Friday, 18 June 2021


The trouble with June is too much thinking time. Sure, there is the brief hope of a late-spring rarity early on, but that soon evaporates in the hot, harsh glare of reality. And then the thinking starts...

Take the last NQS post for example. Once you start thinking too much about our hobby's obsession with rarity, before you know it the scalpel is out and a dissection in progress. And then suddenly there's all the bits spread out in front of you, looking ridiculous, and a blog post. While I was at it, listing got some attention too. Thank goodness I restrained myself from getting stuck into that as well. Instead, I would simply encourage any reader who finds themselves at a loose end and in need of a bit of light entertainment to think seriously about the British List. Reflect upon the weighty matter of its administration, the reverance in which it is held, and the raging debates provoked by a controversial category assignment to some duck or other.

What I discover - when foolishly allowing my mind to muck about with these sacred cows - is that I seem to be hopelessly out of step with the majority of my fellow birders. Thankfully I don't really care about that, and hope the resulting NQS posts make for an interesting/amusing read sometimes. I certainly enjoy writing them!

Anyway, nocmig. The first week of June was okay, with some nice late waders. The last ten nights though... Six have been totally blank, and the others relieved only by Barn Owl, Mallard, Moorhen and (yay!) Coot. My resolve is being tested.

I bought this book just recently...

Obviously a book for June

It really is superb, and I can see it getting a lot of use. For example, yesterday I was casting a proud, paternal eye over our 14-month old wildlife hedge when I spotted a small creepy-crawly which appeared to be carrying an even smaller one, and not in a nice way either...

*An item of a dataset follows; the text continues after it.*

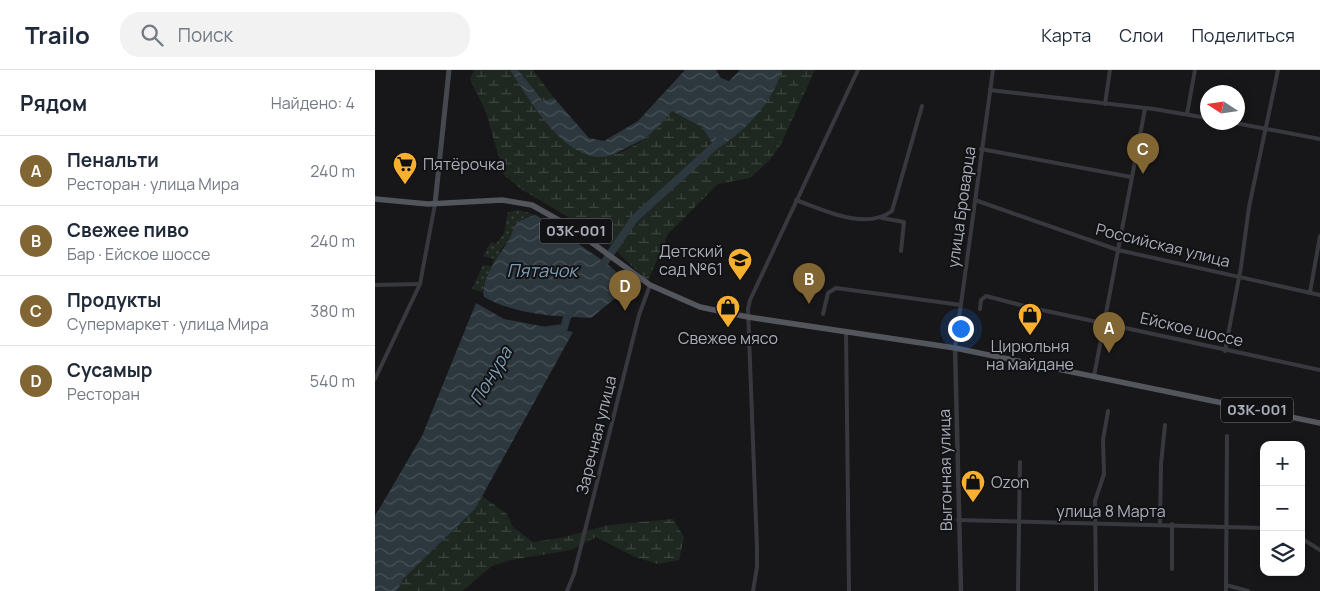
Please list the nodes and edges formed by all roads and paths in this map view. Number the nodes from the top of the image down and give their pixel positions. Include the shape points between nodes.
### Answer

The small one was still wriggling a bit.

The scenario reminded me of photos I've seen of robberflies, but this thing looked too skinny I thought. So I posted it on Twitter, and simultaneously reached for my new 'Brock'. At roughly the same time that Brock had narrowed it down to 'Robberfly - Dioctria sp', the generous Sean Foote (@TheDetermin8or) had responded to my query on Twitter: 'A Robberfly (maybe Dioctria baumhaueri) with what looks like a small Sawfly, Gavin.' Excellent. Another tiny, tiny bit of knowledge to tuck away.

This morning I read my blogging pal Steve Gale's latest post, in which he visits a heaving Shoreham in Sussex to see Starry Clover, a plant tick. Steve's evident discomfort with the sea of humanity got me thinking (again) about the twitching thing. Most years around this time (ie, June) I find myself looking at other creatures a bit, and even plants. I am too old and too lazy to learn a heap of new stuff, and to be frank, lack the desire, but I do like to see things I'm not aware of seeing before. Butterflies, moths to an extent, other insects, orchids and sometimes other plants - any or all of these might catch my eye and make me dig out the camera. But I get all the jollies I need from just stumbling across them unexpectedly. The plant, butterfly, moth and other insect lists that I do not keep are short, and mainly consist of gaps, but I feel no urge to visit a place that such-and-such can be found in order to see it so I can tick it. Yet there are countless sites not too far away where I would be guaranteed butterfy and orchid ticks aplenty. I just am not interested. Again I suspect I am out of step with the majority of my fellow wildlife enthusiasts. Ah well...

So yesterday evening I pottered down to Cogden for a stroll along the beach. I've been a few times lately to check out the Starling flock which gathers to roost. As expected, huge lack of pinkness. But as I loitered on the beach I noticed a Swift approaching from the east, and then another. A stuttering pulse of about 20 Swifts headed NW into the wind, some coming in off the sea. By the time I left at 21:25 that 20 had increased in fits and starts to 86, and goodness knows how many I missed. It was...well...not exciting exactly, but unexpected and a pleasure to see...

Big, looming sky; small Swift.

If, like me, you find yourself thinking too much about stuff like the above, just pack it in. I'm sure it's not healthy!


  1. "I think, therefore I am!" Gav, an opinion, based upon experience, is a result of intellect and not just behaving like a sheep and following the masses. The previous post was a gem, this one is just as thought provoking - keep 'em coming - Dyl

    1. Thanks Dyl. It's very encouraging to receive comments like yours. I can't help an occasional poke at the accepted norms of our hobby, and while I don't intend them to be spiteful or mean, I do wonder how they might come across. Thanks again Dyl. I fully intend to keep 'em coming! 😉

  2. Last year Gav, I happened across a female Wasp Spider. I never even knew they existed, but wow! Really impressive.

    1. Envious! Still waiting to find one of those Ric.